Monday, November 25, 2013

Vermont Maple Baked Beans

This recipe comes from Brad’s mother (Ruth Wallace), and I’m leaving it in her own words. Somewhere along the way, we got in the habit of having beans on either Christmas Eve or New Year’s Eve. Makes everyone gassy and not fit for company, of course, but they taste so good that who cares? (As an ironic side note...after I went through the process of making these one year, I found out that Ruth actually doesn't use this recipe anymore. Instead, she cheats and uses canned baked beans and adds a little mustard and spices. Still, the "from scratch" version is quite good.)

1 lb. Navy Pea Beans
4 cups cold tap water
½ cup Vermont Maple Syrup
½ cup packed dark brown sugar
1 tsp. salt
1 tsp. dry mustard
2 cups chopped onion (1 large)
8 slices thick cut Vermont corn cob smoked bacon, or your favorite bacon (1/2 lb)

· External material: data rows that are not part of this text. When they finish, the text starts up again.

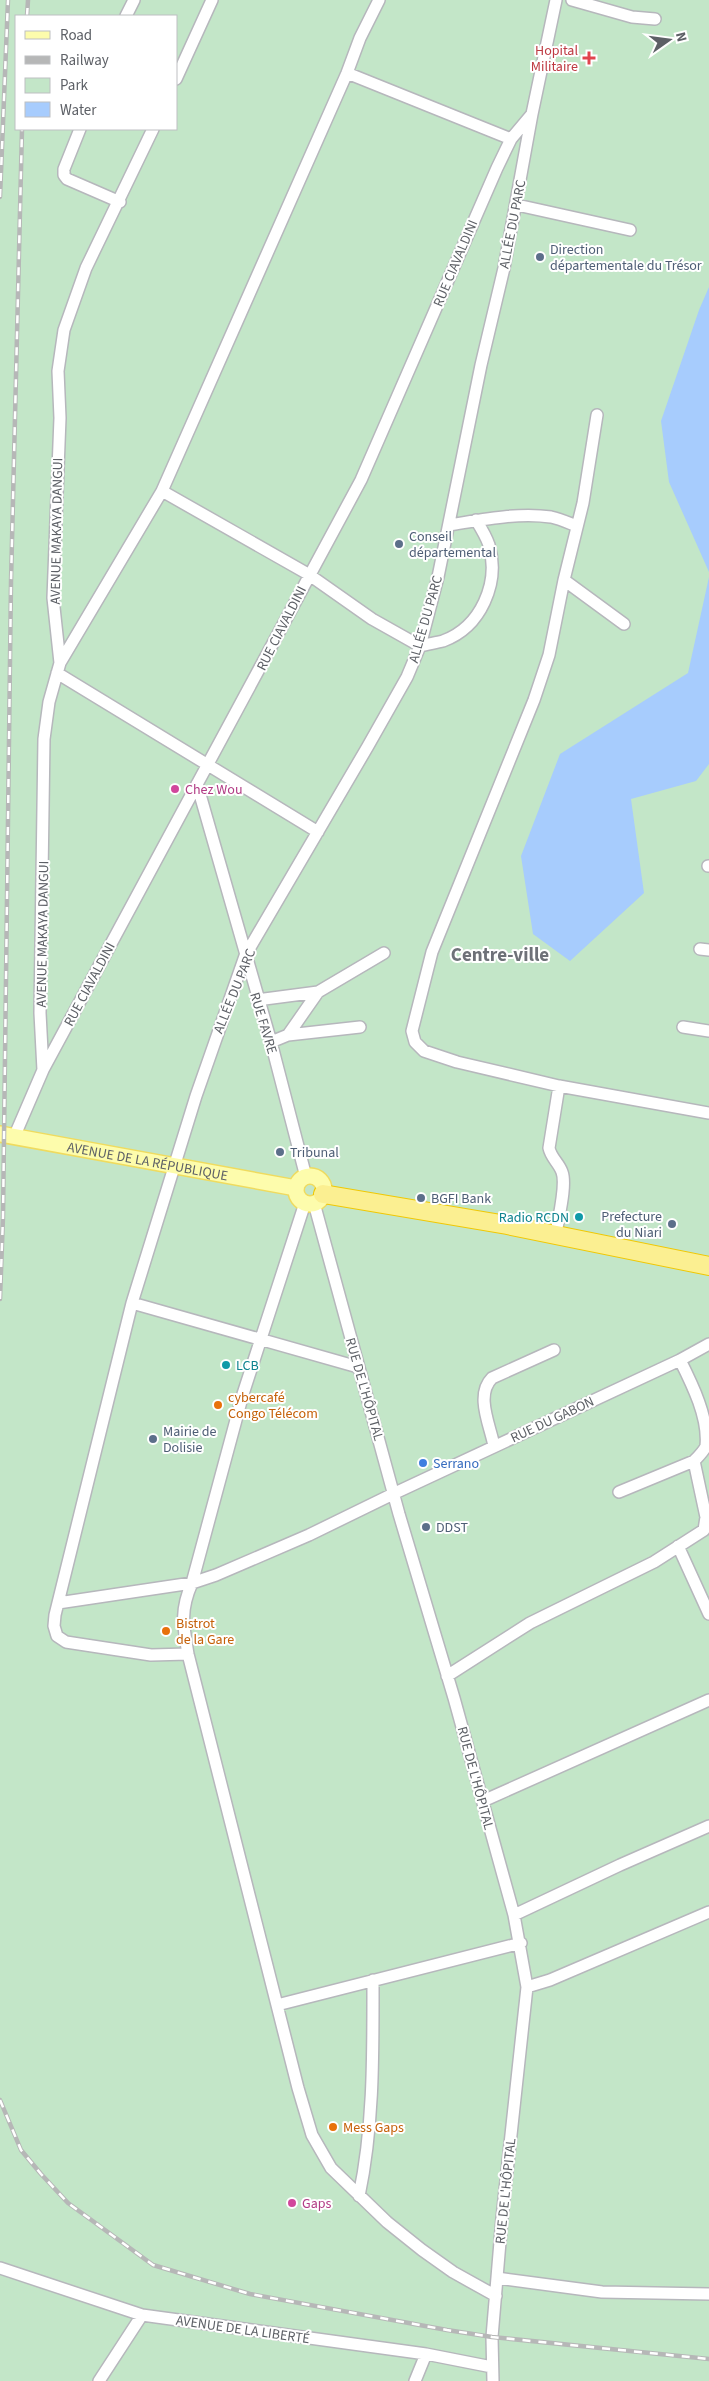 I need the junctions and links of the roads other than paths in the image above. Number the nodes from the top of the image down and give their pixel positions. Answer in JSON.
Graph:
{"nodes":[{"id":1,"x":134,"y":0,"type":"edge"},
{"id":2,"x":212,"y":0,"type":"edge"},
{"id":3,"x":379,"y":0,"type":"edge"},
{"id":4,"x":556,"y":0,"type":"edge"},
{"id":5,"x":572,"y":0,"type":"edge"},
{"id":6,"x":126,"y":15,"type":"edge"},
{"id":7,"x":655,"y":19,"type":"dead end"},
{"id":8,"x":178,"y":73,"type":"edge"},
{"id":9,"x":347,"y":73,"type":"junction"},
{"id":10,"x":532,"y":114,"type":"junction"},
{"id":11,"x":80,"y":130,"type":"edge"},
{"id":12,"x":153,"y":130,"type":"edge"},
{"id":13,"x":510,"y":139,"type":"junction"},
{"id":14,"x":120,"y":202,"type":"junction"},
{"id":15,"x":517,"y":205,"type":"junction"},
{"id":16,"x":630,"y":230,"type":"dead end"},
{"id":17,"x":597,"y":414,"type":"dead end"},
{"id":18,"x":162,"y":491,"type":"junction"},
{"id":19,"x":476,"y":520,"type":"junction"},
{"id":20,"x":449,"y":525,"type":"junction"},
{"id":21,"x":577,"y":526,"type":"junction"},
{"id":22,"x":308,"y":574,"type":"junction"},
{"id":23,"x":564,"y":580,"type":"junction"},
{"id":24,"x":624,"y":624,"type":"dead end"},
{"id":25,"x":420,"y":646,"type":"junction"},
{"id":26,"x":58,"y":668,"type":"junction"},
{"id":27,"x":206,"y":764,"type":"junction"},
{"id":28,"x":197,"y":784,"type":"junction"},
{"id":29,"x":318,"y":832,"type":"junction"},
{"id":30,"x":384,"y":953,"type":"dead end"},
{"id":31,"x":245,"y":956,"type":"junction"},
{"id":32,"x":318,"y":992,"type":"junction"},
{"id":33,"x":257,"y":1000,"type":"junction"},
{"id":34,"x":360,"y":1027,"type":"dead end"},
{"id":35,"x":683,"y":1027,"type":"dead end"},
{"id":36,"x":709,"y":1031,"type":"edge"},
{"id":37,"x":288,"y":1035,"type":"junction"},
{"id":38,"x":271,"y":1042,"type":"junction"},
{"id":39,"x":43,"y":1070,"type":"junction"},
{"id":40,"x":559,"y":1086,"type":"junction"},
{"id":41,"x":709,"y":1112,"type":"edge"},
{"id":42,"x":8,"y":1135,"type":"edge"},
{"id":43,"x":173,"y":1166,"type":"junction"},
{"id":44,"x":301,"y":1182,"type":"junction"},
{"id":45,"x":314,"y":1200,"type":"junction"},
{"id":46,"x":556,"y":1234,"type":"junction"},
{"id":47,"x":709,"y":1266,"type":"edge"},
{"id":48,"x":132,"y":1304,"type":"junction"},
{"id":49,"x":261,"y":1338,"type":"junction"},
{"id":50,"x":709,"y":1344,"type":"edge"},
{"id":51,"x":554,"y":1350,"type":"dead end"},
{"id":52,"x":680,"y":1360,"type":"junction"},
{"id":53,"x":358,"y":1367,"type":"junction"},
{"id":54,"x":494,"y":1446,"type":"junction"},
{"id":55,"x":694,"y":1461,"type":"junction"},
{"id":56,"x":619,"y":1492,"type":"dead end"},
{"id":57,"x":395,"y":1493,"type":"junction"},
{"id":58,"x":678,"y":1546,"type":"junction"},
{"id":59,"x":192,"y":1583,"type":"junction"},
{"id":60,"x":58,"y":1603,"type":"junction"},
{"id":61,"x":709,"y":1614,"type":"edge"},
{"id":62,"x":188,"y":1654,"type":"junction"},
{"id":63,"x":447,"y":1676,"type":"junction"},
{"id":64,"x":709,"y":1700,"type":"edge"},
{"id":65,"x":484,"y":1801,"type":"junction"},
{"id":66,"x":709,"y":1826,"type":"edge"},
{"id":67,"x":709,"y":1912,"type":"edge"},
{"id":68,"x":514,"y":1915,"type":"junction"},
{"id":69,"x":520,"y":1943,"type":"junction"},
{"id":70,"x":373,"y":1980,"type":"junction"},
{"id":71,"x":528,"y":1987,"type":"junction"},
{"id":72,"x":277,"y":2004,"type":"junction"},
{"id":73,"x":359,"y":2196,"type":"junction"},
{"id":74,"x":0,"y":2268,"type":"edge"},
{"id":75,"x":497,"y":2278,"type":"junction"},
{"id":76,"x":709,"y":2294,"type":"edge"},
{"id":77,"x":496,"y":2296,"type":"junction"},
{"id":78,"x":142,"y":2315,"type":"junction"},
{"id":79,"x":426,"y":2354,"type":"junction"},
{"id":80,"x":492,"y":2368,"type":"junction"},
{"id":81,"x":99,"y":2381,"type":"edge"},
{"id":82,"x":415,"y":2381,"type":"edge"},
{"id":83,"x":493,"y":2381,"type":"edge"}],
"edges":[{"from":1,"to":6,"type":"street"},
{"from":2,"to":8,"type":"street"},
{"from":3,"to":9,"type":"street"},
{"from":4,"to":10,"type":"street","name":"ALLÉE DU PARC"},
{"from":5,"to":7,"type":"street"},
{"from":9,"to":13,"type":"street"},
{"from":9,"to":18,"type":"street"},
{"from":10,"to":13,"type":"street","name":"RUE CIAVALDINI"},
{"from":10,"to":15,"type":"street","name":"ALLÉE DU PARC"},
{"from":11,"to":14,"type":"street"},
{"from":12,"to":14,"type":"street","name":"AVENUE MAKAYA DANGUI"},
{"from":13,"to":22,"type":"street","name":"RUE CIAVALDINI"},
{"from":14,"to":26,"type":"street","name":"AVENUE MAKAYA DANGUI"},
{"from":15,"to":16,"type":"street"},
{"from":15,"to":20,"type":"street","name":"ALLÉE DU PARC"},
{"from":17,"to":21,"type":"street"},
{"from":18,"to":22,"type":"street"},
{"from":18,"to":26,"type":"street"},
{"from":19,"to":20,"type":"street"},
{"from":19,"to":21,"type":"street"},
{"from":19,"to":25,"type":"street"},
{"from":20,"to":25,"type":"street","name":"ALLÉE DU PARC"},
{"from":21,"to":23,"type":"street"},
{"from":22,"to":25,"type":"street"},
{"from":22,"to":27,"type":"street","name":"RUE CIAVALDINI"},
{"from":23,"to":24,"type":"street"},
{"from":23,"to":40,"type":"street"},
{"from":25,"to":29,"type":"street","name":"ALLÉE DU PARC"},
{"from":26,"to":27,"type":"street"},
{"from":26,"to":39,"type":"street","name":"AVENUE MAKAYA DANGUI"},
{"from":27,"to":28,"type":"street","name":"RUE CIAVALDINI"},
{"from":27,"to":29,"type":"street"},
{"from":28,"to":31,"type":"street","name":"RUE FAVRE"},
{"from":28,"to":39,"type":"street","name":"RUE CIAVALDINI"},
{"from":29,"to":31,"type":"street","name":"ALLÉE DU PARC"},
{"from":30,"to":32,"type":"street"},
{"from":31,"to":33,"type":"street","name":"RUE FAVRE"},
{"from":31,"to":43,"type":"street","name":"ALLÉE DU PARC"},
{"from":32,"to":33,"type":"street"},
{"from":32,"to":37,"type":"street"},
{"from":33,"to":38,"type":"street","name":"RUE FAVRE"},
{"from":34,"to":37,"type":"street"},
{"from":35,"to":36,"type":"street"},
{"from":37,"to":38,"type":"street"},
{"from":38,"to":44,"type":"street","name":"RUE FAVRE"},
{"from":39,"to":42,"type":"street","name":"RUE CIAVALDINI"},
{"from":40,"to":41,"type":"street"},
{"from":40,"to":46,"type":"street"},
{"from":42,"to":43,"type":"main road","name":"AVENUE DE LA RÉPUBLIQUE"},
{"from":43,"to":44,"type":"main road","name":"AVENUE DE LA RÉPUBLIQUE"},
{"from":43,"to":48,"type":"street","name":"ALLÉE DU PARC"},
{"from":44,"to":45,"type":"main road"},
{"from":44,"to":45,"type":"main road"},
{"from":45,"to":46,"type":"highway"},
{"from":45,"to":49,"type":"street"},
{"from":45,"to":53,"type":"street","name":"RUE DE L'HÔPITAL"},
{"from":46,"to":47,"type":"highway"},
{"from":48,"to":49,"type":"street"},
{"from":48,"to":60,"type":"street","name":"ALLÉE DU PARC"},
{"from":49,"to":53,"type":"street"},
{"from":49,"to":59,"type":"street"},
{"from":50,"to":52,"type":"street","name":"RUE DU GABON"},
{"from":51,"to":54,"type":"street"},
{"from":52,"to":54,"type":"street","name":"RUE DU GABON"},
{"from":52,"to":55,"type":"street"},
{"from":53,"to":57,"type":"street","name":"RUE DE L'HÔPITAL"},
{"from":54,"to":57,"type":"street","name":"RUE DU GABON"},
{"from":55,"to":56,"type":"street"},
{"from":55,"to":58,"type":"street"},
{"from":57,"to":59,"type":"street","name":"RUE DU GABON"},
{"from":57,"to":63,"type":"street","name":"RUE DE L'HÔPITAL"},
{"from":58,"to":61,"type":"street"},
{"from":58,"to":63,"type":"street"},
{"from":59,"to":60,"type":"street","name":"RUE DU GABON"},
{"from":59,"to":62,"type":"street"},
{"from":60,"to":62,"type":"street","name":"ALLÉE DU PARC"},
{"from":62,"to":72,"type":"street"},
{"from":63,"to":65,"type":"street","name":"RUE DE L'HÔPITAL"},
{"from":64,"to":65,"type":"street"},
{"from":65,"to":68,"type":"street","name":"RUE DE L'HÔPITAL"},
{"from":66,"to":68,"type":"street"},
{"from":67,"to":71,"type":"street"},
{"from":68,"to":69,"type":"street","name":"RUE DE L'HÔPITAL"},
{"from":69,"to":70,"type":"street"},
{"from":69,"to":71,"type":"street","name":"RUE DE L'HÔPITAL"},
{"from":70,"to":72,"type":"street"},
{"from":70,"to":73,"type":"street"},
{"from":71,"to":75,"type":"street","name":"RUE DE L'HÔPITAL"},
{"from":72,"to":73,"type":"street"},
{"from":73,"to":77,"type":"street"},
{"from":74,"to":78,"type":"street","name":"AVENUE DE LA LIBERTÉ"},
{"from":75,"to":76,"type":"street"},
{"from":75,"to":77,"type":"street","name":"RUE DE L'HÔPITAL"},
{"from":77,"to":80,"type":"street","name":"RUE DE L'HÔPITAL"},
{"from":78,"to":79,"type":"street","name":"AVENUE DE LA LIBERTÉ"},
{"from":78,"to":81,"type":"street"},
{"from":79,"to":80,"type":"street","name":"AVENUE DE LA LIBERTÉ"},
{"from":79,"to":82,"type":"street"},
{"from":80,"to":83,"type":"street","name":"RUE DE L'HÔPITAL"}]}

Carefully sort through and thoroughly wash beans.  Soak beans 4 hours or overnight in water to cover 2 inches above beans.  Drain beans and place them in a large pot with the 4 cups of fresh cold water.  Cover and bring to a boil.  Reduce heat to medium low and cook for 20 minutes.  Stir beans once midway through cooking.

While beans are cooking, prepare the following:

  1. In a large mixing bowl, stir together the maple syrup, brown sugar and seasoning
  2. Add the chopped onion to the maple syrup mixture
  3. Fry the eight strips of bacon until crisp.  Drain on paper towels
Remove cooked beans from heat.  Pour the beans (liquid included) into the maple syrup mixture and gently but thoroughly stir to blend.  Place ½ of the bean mixture in bean pot or a 2 ½ to 3 quart casserole dish.  Lay four pieces of cooked bacon on beans, then add the remaining bean mixture.  Top with remaining four bacon slices.  Cover and bake at 300 degrees for five hours.  Check every 2 hours to add water if necessary.

Ruth says: I soak my beans overnight and use a bean pot to cook them in.  I like them a little less sweet so you can reduce the brown sugar or even eliminate it if you want and I would do 2 tsp. of dry mustard.